RECORDS SHOWN:
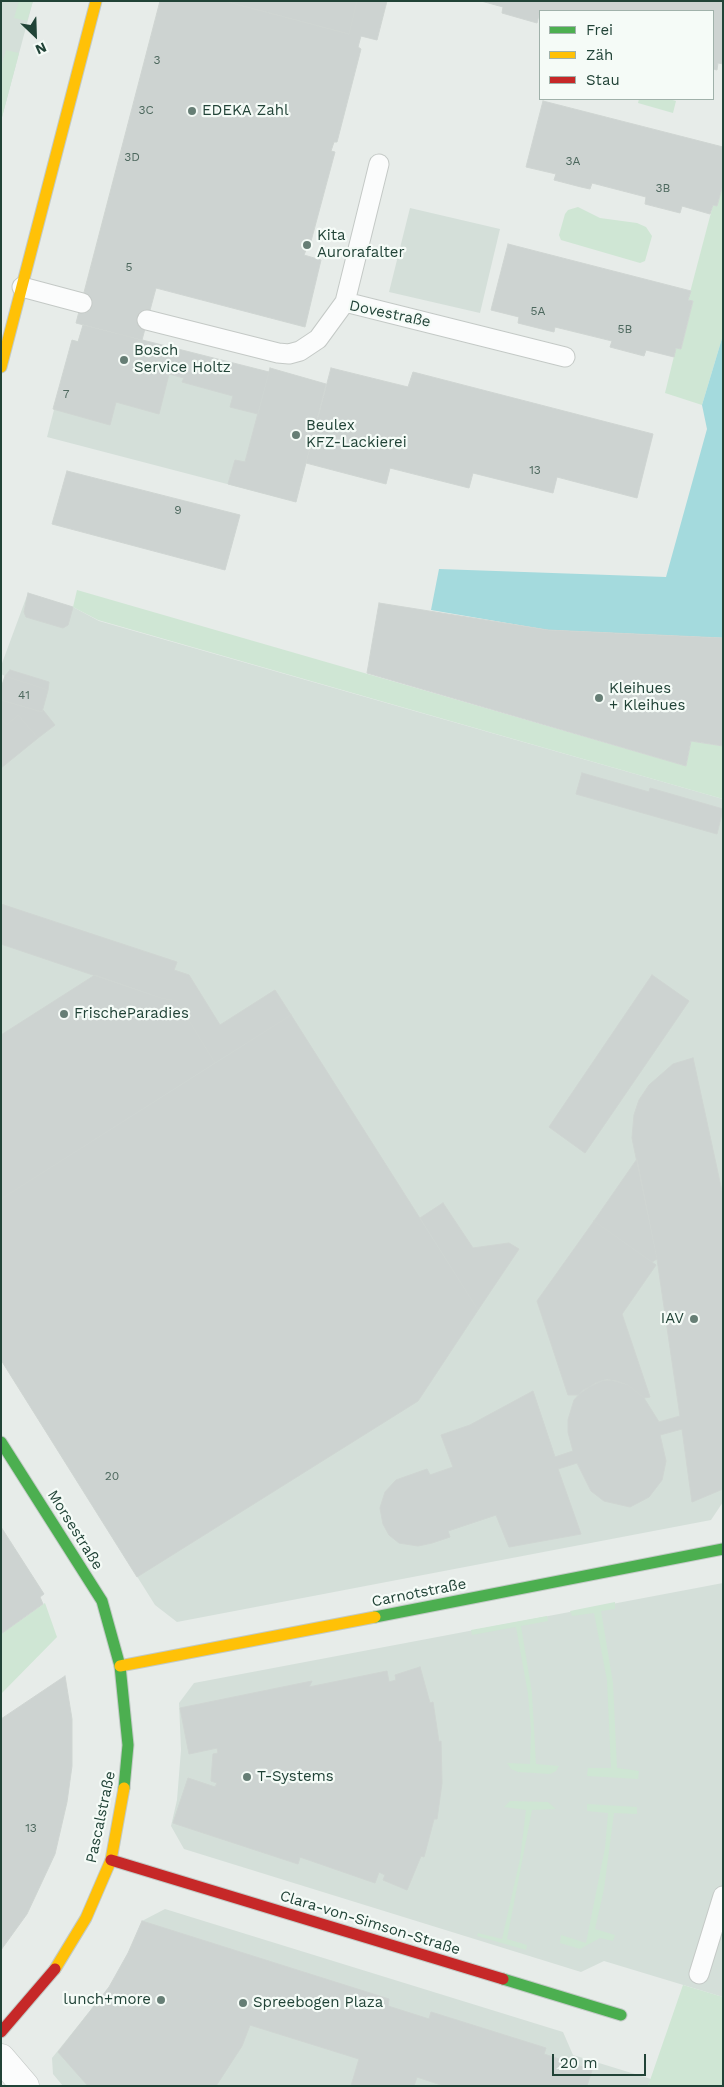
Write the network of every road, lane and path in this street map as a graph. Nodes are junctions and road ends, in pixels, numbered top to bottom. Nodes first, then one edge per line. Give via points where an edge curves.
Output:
1 (96, 1) edge
2 (379, 164) dead end
3 (22, 287) junction
4 (345, 302) junction
5 (82, 303) dead end
6 (147, 320) dead end
7 (565, 356) dead end
8 (1, 367) edge
9 (1, 1442) edge
10 (723, 1549) edge
11 (113, 1638) joint
12 (120, 1666) junction
13 (110, 1860) junction
14 (723, 1896) edge
15 (700, 1974) dead end
16 (621, 2015) dead end
17 (1, 2032) edge
18 (1, 2058) edge
19 (25, 2086) edge

1 - 3 street
2 - 4 lane
3 - 5 lane
3 - 8 street
4 - 6 lane, Dovestraße via 318,339 289,354
4 - 7 lane, Dovestraße
9 - 11 street, Morsestraße via 102,1601
10 - 12 street, Carnotstraße
11 - 12 street, Pascalstraße
12 - 13 street, Pascalstraße via 128,1745 126,1779
13 - 16 street, Clara-von-Simson-Straße
13 - 17 street, Pascalstraße via 86,1918 64,1956 46,1982
14 - 15 lane
18 - 19 street

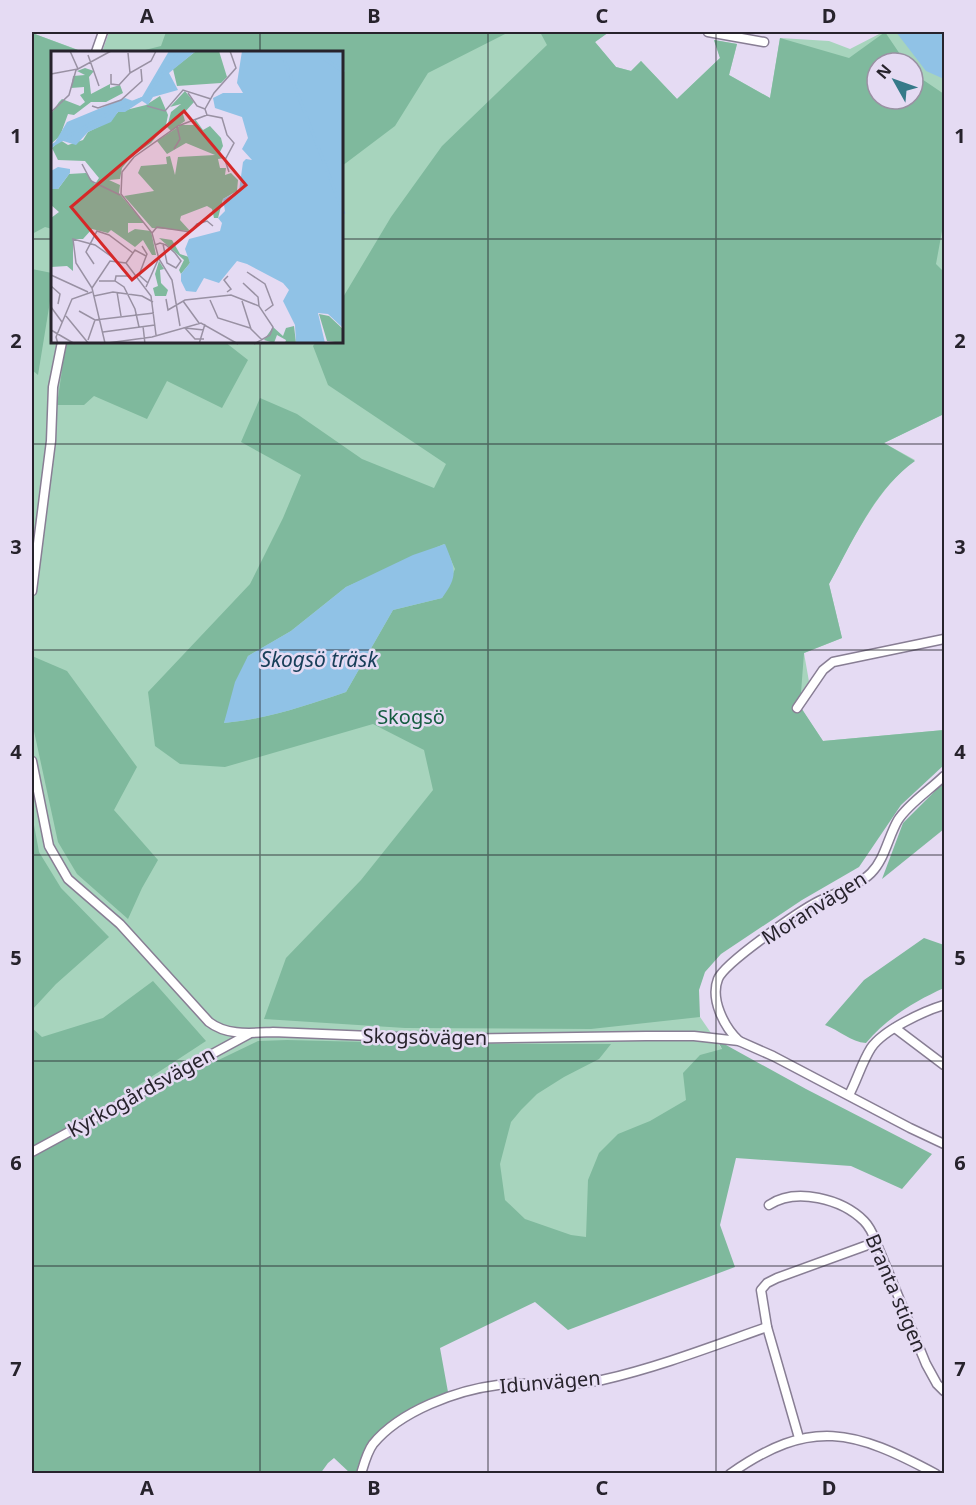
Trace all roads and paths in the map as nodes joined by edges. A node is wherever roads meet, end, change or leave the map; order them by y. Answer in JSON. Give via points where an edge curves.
{"nodes":[{"id":1,"x":103,"y":32,"type":"edge"},
{"id":2,"x":708,"y":32,"type":"edge"},
{"id":3,"x":764,"y":42,"type":"dead end"},
{"id":4,"x":96,"y":51,"type":"edge"},
{"id":5,"x":62,"y":344,"type":"edge"},
{"id":6,"x":32,"y":591,"type":"edge"},
{"id":7,"x":945,"y":639,"type":"edge"},
{"id":8,"x":797,"y":708,"type":"dead end"},
{"id":9,"x":32,"y":761,"type":"edge"},
{"id":10,"x":945,"y":776,"type":"edge"},
{"id":11,"x":945,"y":1005,"type":"edge"},
{"id":12,"x":896,"y":1028,"type":"junction"},
{"id":13,"x":250,"y":1033,"type":"junction"},
{"id":14,"x":739,"y":1041,"type":"junction"},
{"id":15,"x":945,"y":1065,"type":"edge"},
{"id":16,"x":849,"y":1095,"type":"junction"},
{"id":17,"x":944,"y":1143,"type":"edge"},
{"id":18,"x":32,"y":1152,"type":"edge"},
{"id":19,"x":769,"y":1205,"type":"dead end"},
{"id":20,"x":876,"y":1242,"type":"junction"},
{"id":21,"x":767,"y":1327,"type":"junction"},
{"id":22,"x":945,"y":1391,"type":"edge"},
{"id":23,"x":799,"y":1438,"type":"junction"},
{"id":24,"x":361,"y":1473,"type":"edge"},
{"id":25,"x":730,"y":1473,"type":"edge"},
{"id":26,"x":936,"y":1473,"type":"edge"}],
"edges":[{"from":1,"to":4,"type":"street"},
{"from":2,"to":3,"type":"street"},
{"from":5,"to":6,"type":"street","via":[[53,387],[51,441]]},
{"from":7,"to":8,"type":"street","via":[[833,662]]},
{"from":9,"to":13,"type":"street","name":"Skogsövägen","via":[[49,846],[68,879],[120,924],[208,1022],[225,1032]]},
{"from":10,"to":14,"type":"street","name":"Moranvägen","via":[[899,819],[879,862],[864,879],[816,903],[723,971],[716,988],[719,1009],[729,1032]]},
{"from":11,"to":12,"type":"street","via":[[925,1011]]},
{"from":12,"to":15,"type":"street"},
{"from":12,"to":16,"type":"street","via":[[872,1047]]},
{"from":13,"to":14,"type":"street","name":"Skogsövägen","via":[[445,1039],[694,1036]]},
{"from":13,"to":18,"type":"street","name":"Kyrkogårdsvägen"},
{"from":14,"to":16,"type":"street","name":"Skogsövägen"},
{"from":16,"to":17,"type":"street","name":"Skogsövägen"},
{"from":19,"to":20,"type":"street","name":"Branta stigen","via":[[791,1196],[817,1198],[863,1220]]},
{"from":20,"to":21,"type":"street","via":[[767,1283],[761,1290]]},
{"from":20,"to":22,"type":"street","name":"Branta stigen","via":[[926,1364]]},
{"from":21,"to":23,"type":"street"},
{"from":21,"to":24,"type":"street","name":"Idunvägen","via":[[678,1359],[603,1380],[497,1385],[425,1406],[384,1432],[372,1446]]},
{"from":23,"to":25,"type":"street","via":[[767,1450]]},
{"from":23,"to":26,"type":"street","via":[[840,1436],[864,1441]]}]}
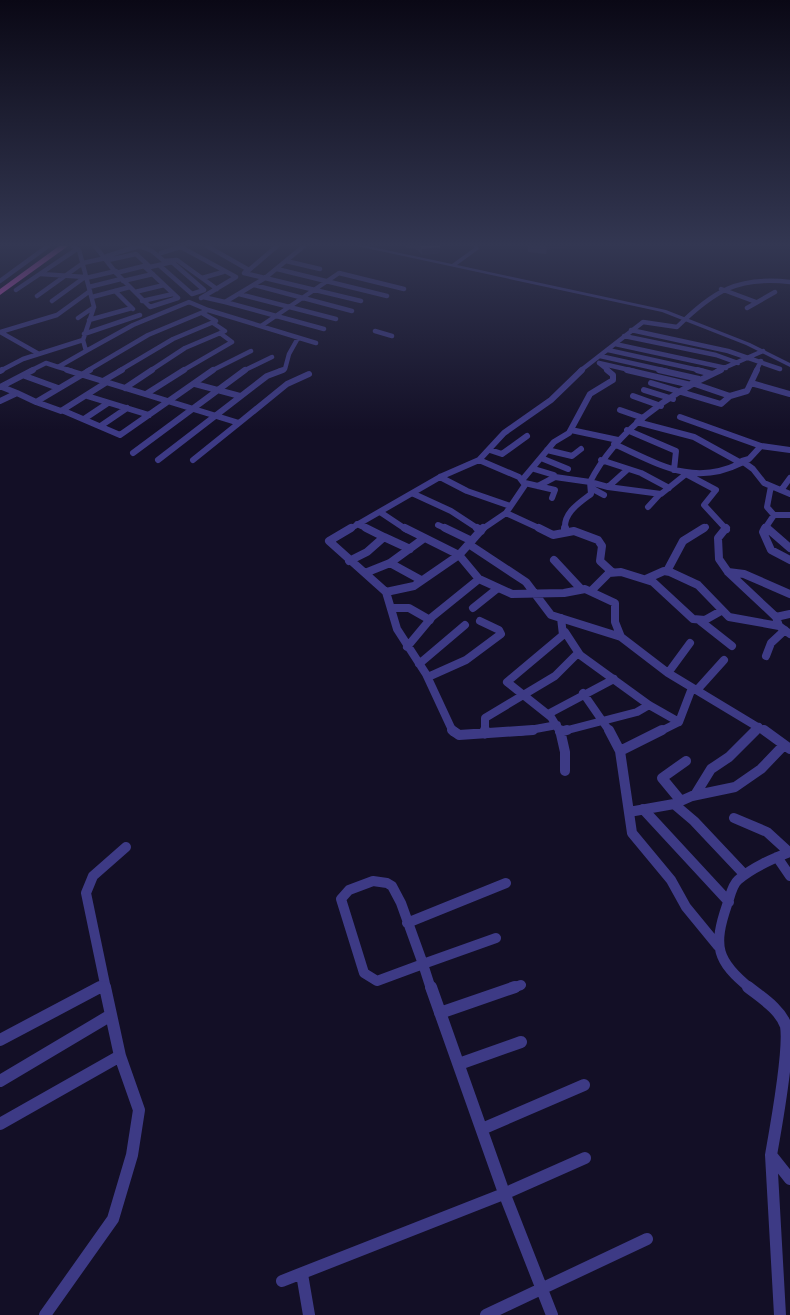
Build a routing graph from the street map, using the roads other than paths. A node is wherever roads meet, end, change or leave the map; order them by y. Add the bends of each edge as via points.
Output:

PROMPT:
From the preceding records, count the lines where "graph" occurs and reply with the number only.

REPLY TO THE EXERCISE:
2